TASK MATERIAL
- Opening Delimiter -
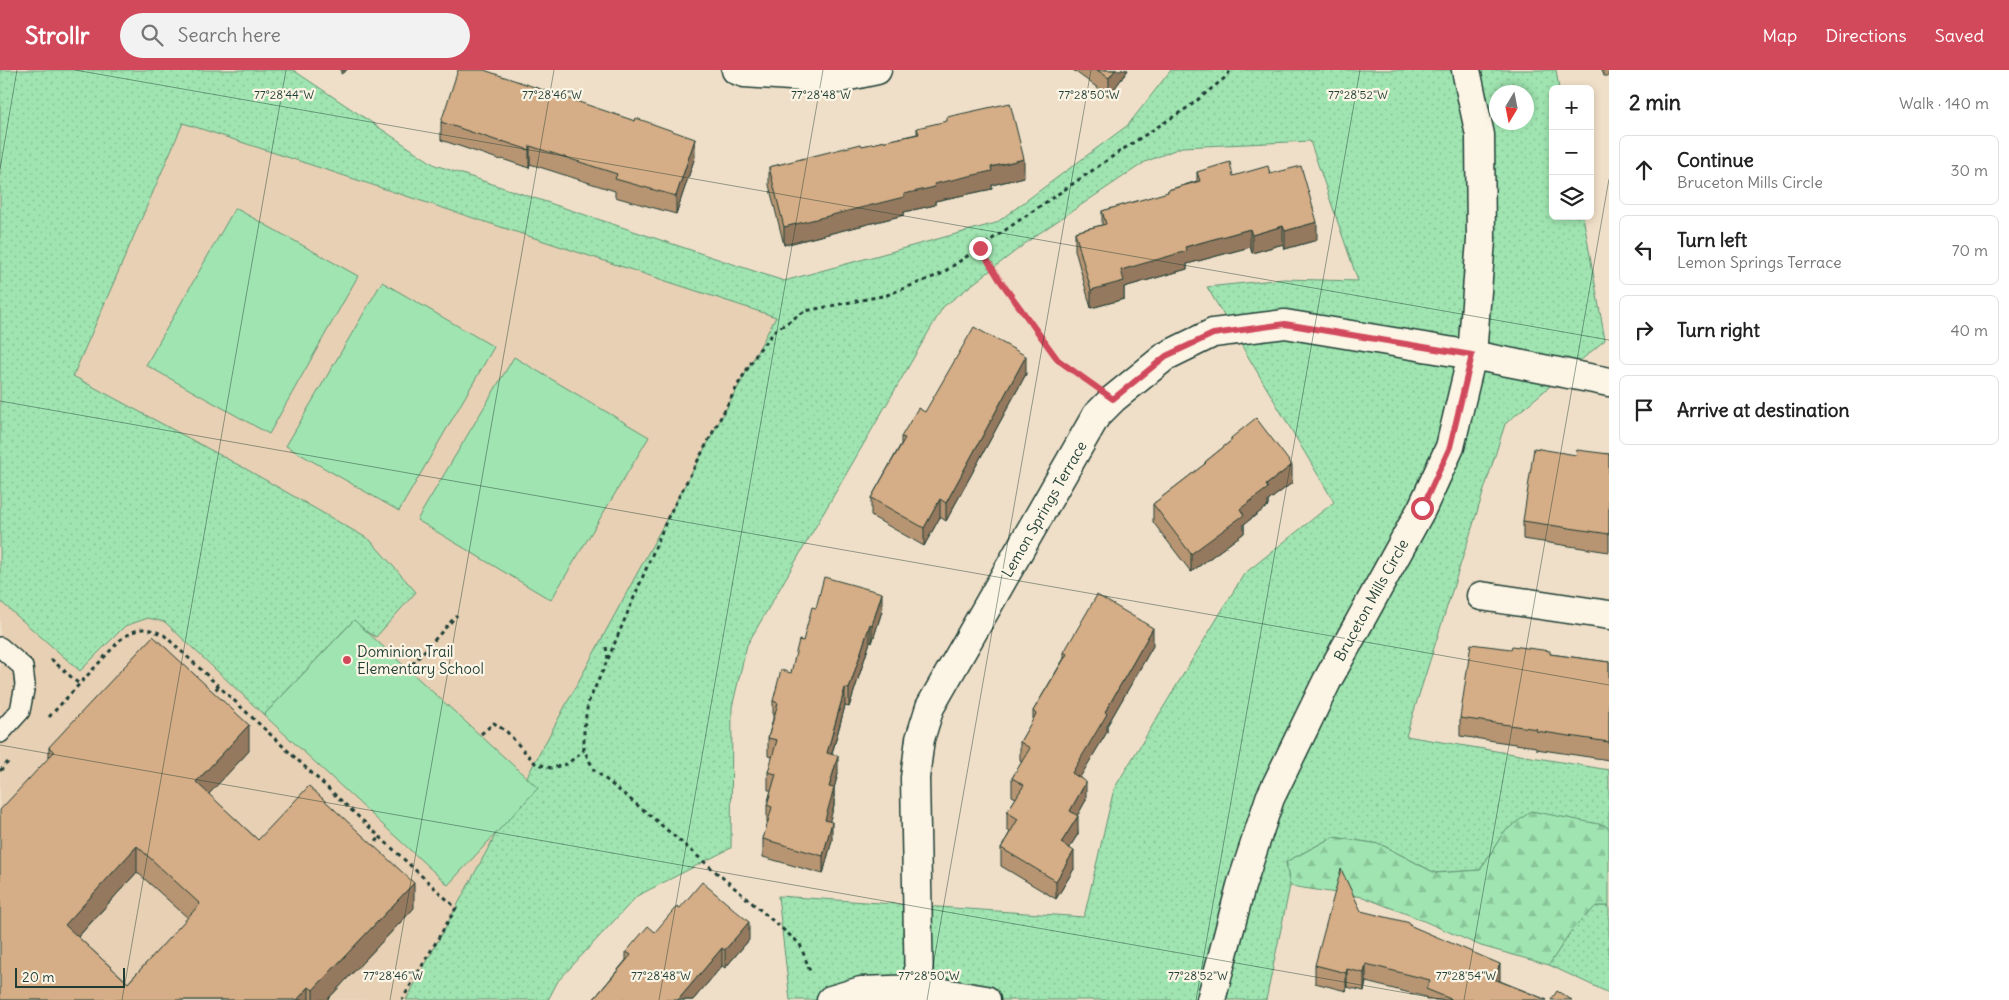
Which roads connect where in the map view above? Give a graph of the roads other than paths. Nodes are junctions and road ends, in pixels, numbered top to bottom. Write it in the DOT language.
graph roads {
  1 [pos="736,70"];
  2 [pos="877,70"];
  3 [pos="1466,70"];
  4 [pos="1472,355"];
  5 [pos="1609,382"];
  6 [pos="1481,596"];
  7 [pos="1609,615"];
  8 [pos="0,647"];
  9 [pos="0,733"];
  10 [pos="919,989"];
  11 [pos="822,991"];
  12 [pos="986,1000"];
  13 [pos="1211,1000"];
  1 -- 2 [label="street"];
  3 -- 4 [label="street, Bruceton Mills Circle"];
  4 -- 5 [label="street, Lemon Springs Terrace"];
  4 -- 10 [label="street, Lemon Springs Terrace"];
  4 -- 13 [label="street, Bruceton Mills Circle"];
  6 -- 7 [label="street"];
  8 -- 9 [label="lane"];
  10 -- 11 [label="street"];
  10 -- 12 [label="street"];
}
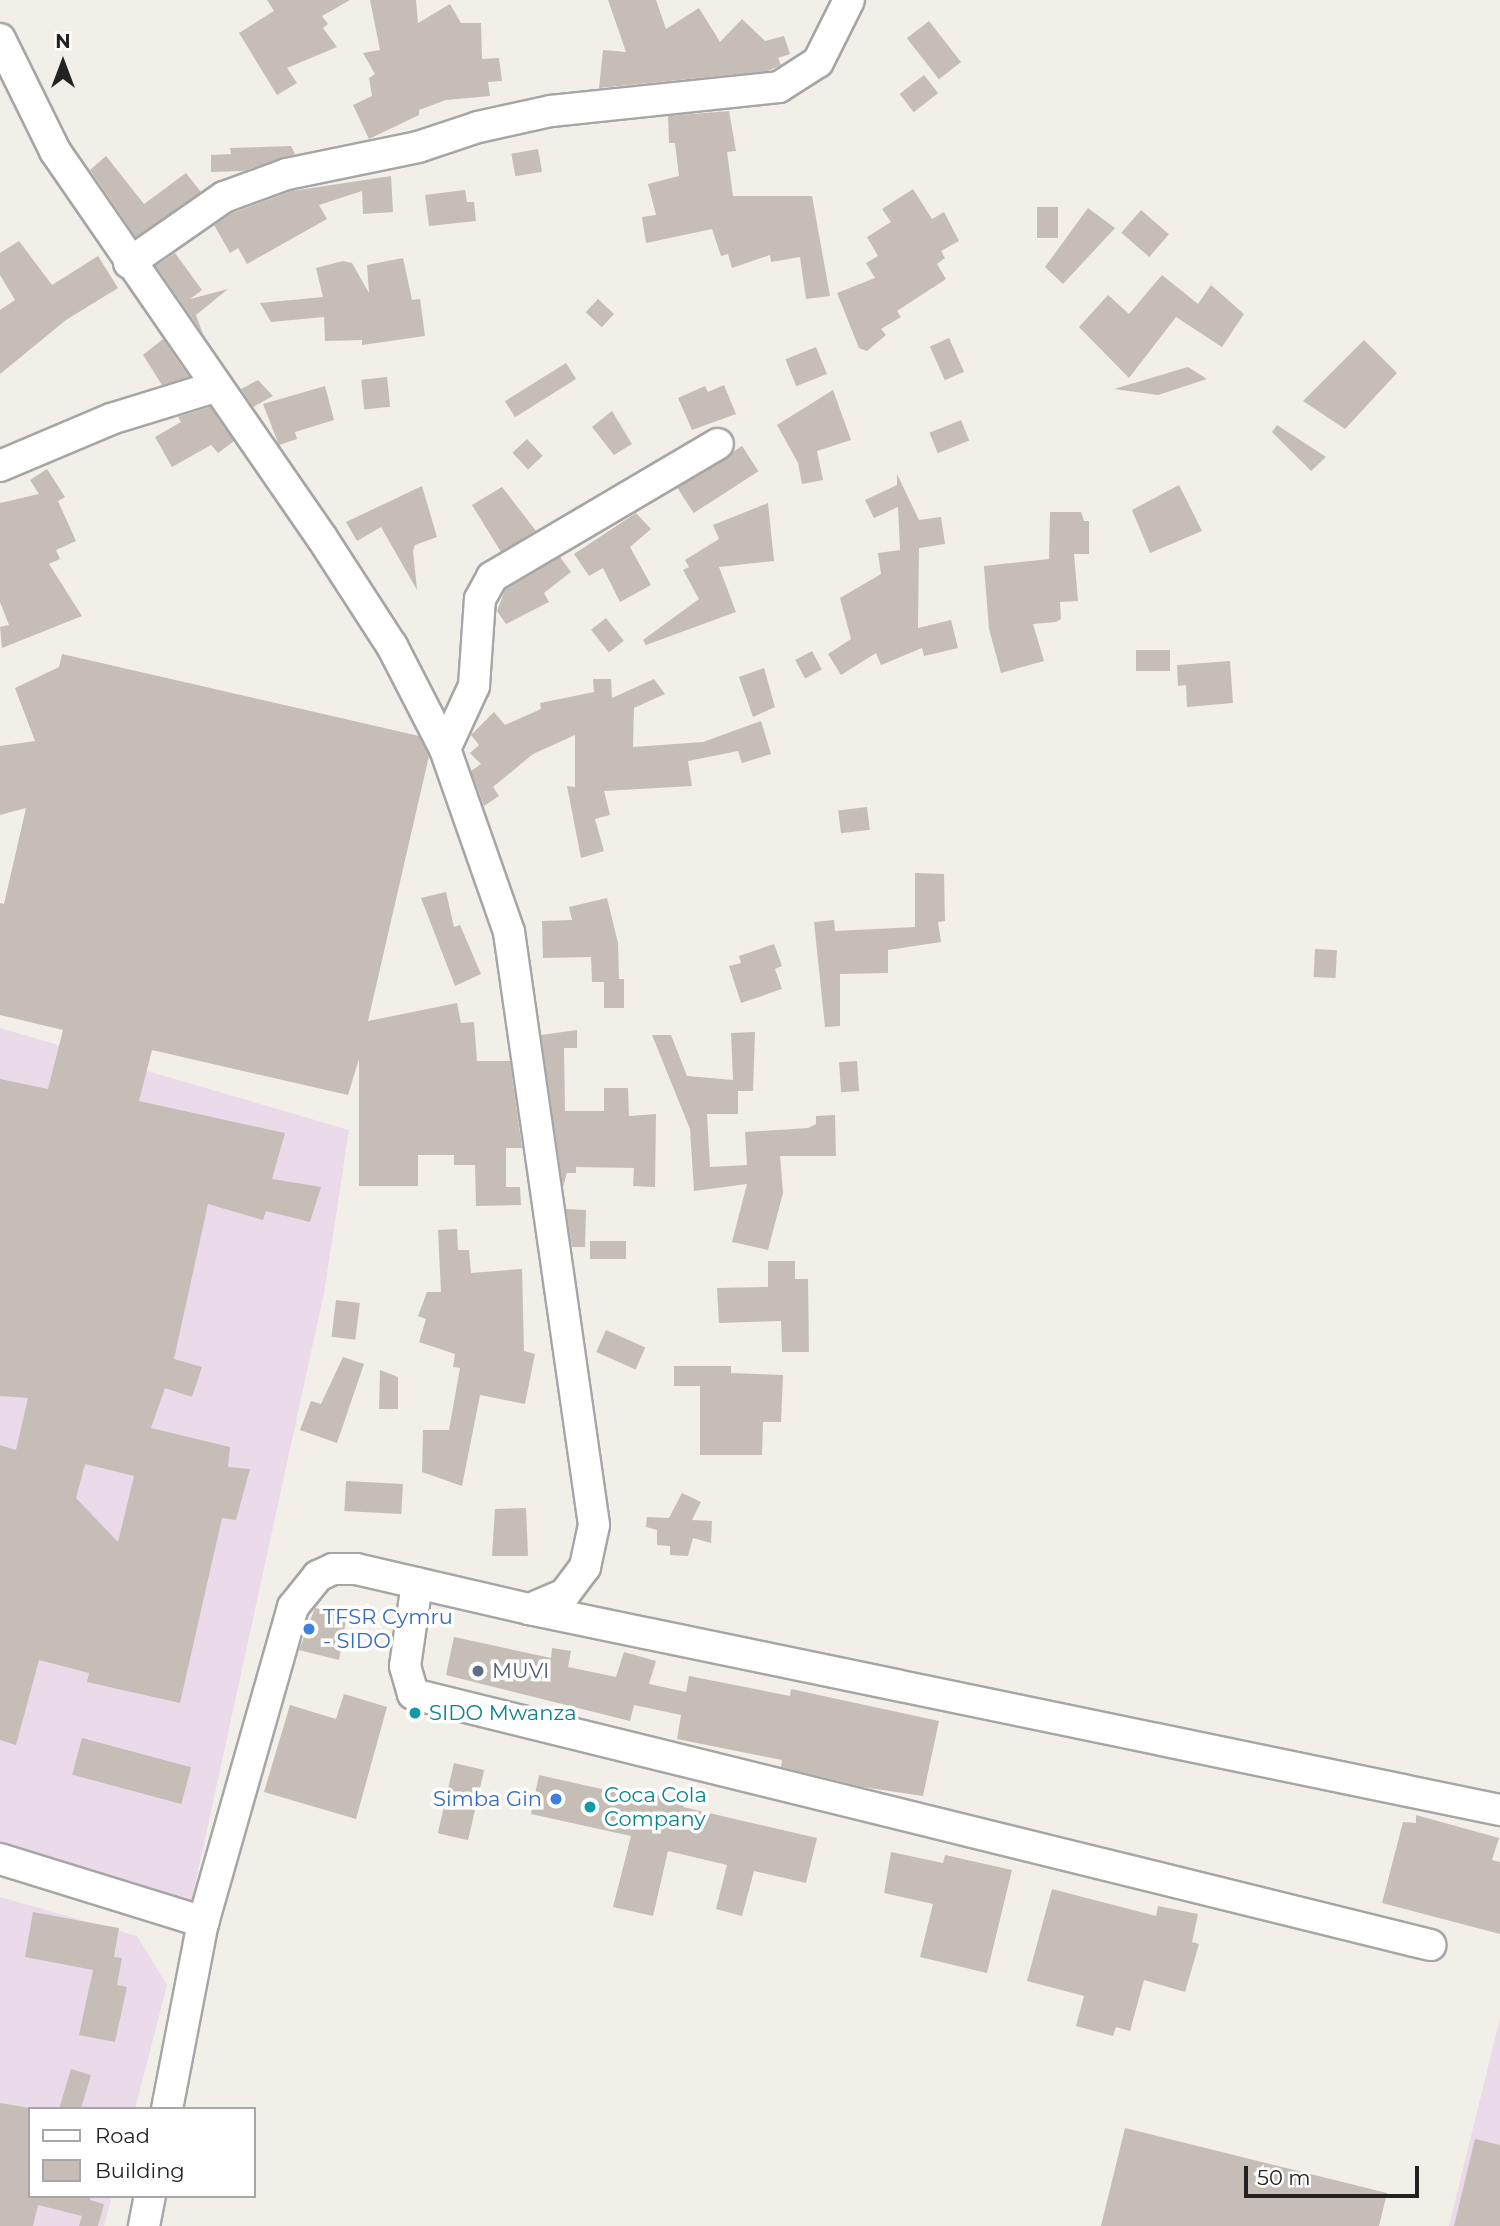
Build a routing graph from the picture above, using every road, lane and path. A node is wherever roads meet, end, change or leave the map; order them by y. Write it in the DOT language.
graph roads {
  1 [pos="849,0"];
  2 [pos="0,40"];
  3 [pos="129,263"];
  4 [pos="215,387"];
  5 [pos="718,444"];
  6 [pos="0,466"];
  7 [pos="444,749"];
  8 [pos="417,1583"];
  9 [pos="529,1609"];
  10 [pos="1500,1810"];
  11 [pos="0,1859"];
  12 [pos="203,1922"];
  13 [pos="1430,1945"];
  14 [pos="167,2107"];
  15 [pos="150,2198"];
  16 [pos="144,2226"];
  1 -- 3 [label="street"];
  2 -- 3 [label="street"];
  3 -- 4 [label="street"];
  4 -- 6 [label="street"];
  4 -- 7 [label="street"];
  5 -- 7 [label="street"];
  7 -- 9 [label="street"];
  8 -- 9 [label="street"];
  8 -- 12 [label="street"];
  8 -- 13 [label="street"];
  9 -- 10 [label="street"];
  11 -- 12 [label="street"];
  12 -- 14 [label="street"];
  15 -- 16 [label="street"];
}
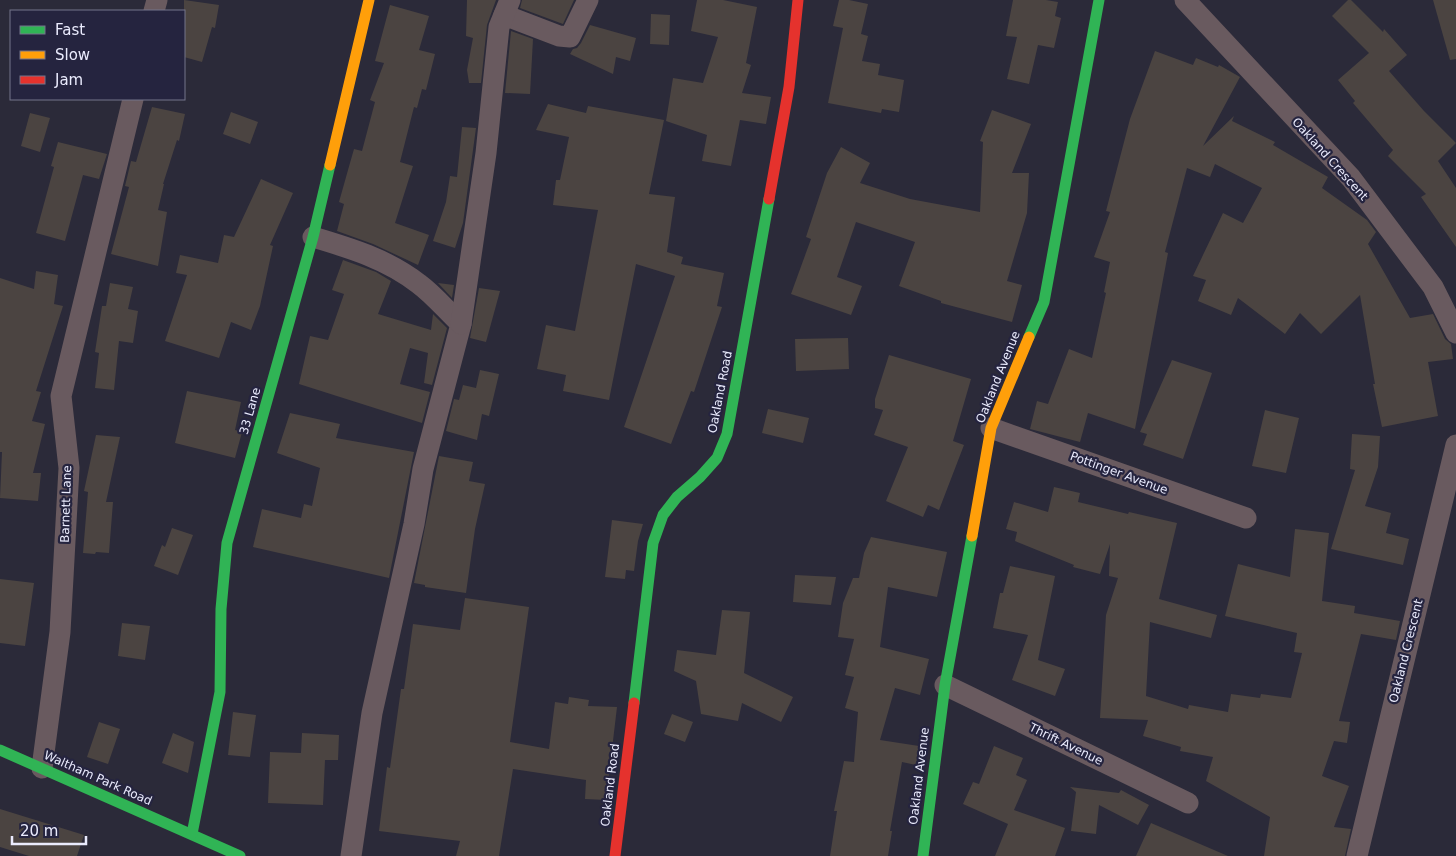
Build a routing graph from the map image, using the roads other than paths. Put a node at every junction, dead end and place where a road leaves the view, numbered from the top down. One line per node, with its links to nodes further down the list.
- Closing Delimiter -
DESCRIPTION OF THE TASK
Your answer should consist solely of the lines from the one holding "Build a routing graph from the picture" through the end of the listing, reproduced exactly and without pictures.

COMPLETED EXERCISE
Build a routing graph from the picture above, using every road, lane and path. A node is wherever roads meet, end, change or leave the map; order them by y. Write it in the DOT language.
graph roads {
  1 [pos="849,0"];
  2 [pos="0,40"];
  3 [pos="129,263"];
  4 [pos="215,387"];
  5 [pos="718,444"];
  6 [pos="0,466"];
  7 [pos="444,749"];
  8 [pos="417,1583"];
  9 [pos="529,1609"];
  10 [pos="1500,1810"];
  11 [pos="0,1859"];
  12 [pos="203,1922"];
  13 [pos="1430,1945"];
  14 [pos="167,2107"];
  15 [pos="150,2198"];
  16 [pos="144,2226"];
  1 -- 3 [label="street"];
  2 -- 3 [label="street"];
  3 -- 4 [label="street"];
  4 -- 6 [label="street"];
  4 -- 7 [label="street"];
  5 -- 7 [label="street"];
  7 -- 9 [label="street"];
  8 -- 9 [label="street"];
  8 -- 12 [label="street"];
  8 -- 13 [label="street"];
  9 -- 10 [label="street"];
  11 -- 12 [label="street"];
  12 -- 14 [label="street"];
  15 -- 16 [label="street"];
}
Build a routing graph from the map image, using the roads other than paths. Put a node at every junction, dead end and place where a road leaves the view, numbered from the top down. One line per node, with its links to nodes further down the list.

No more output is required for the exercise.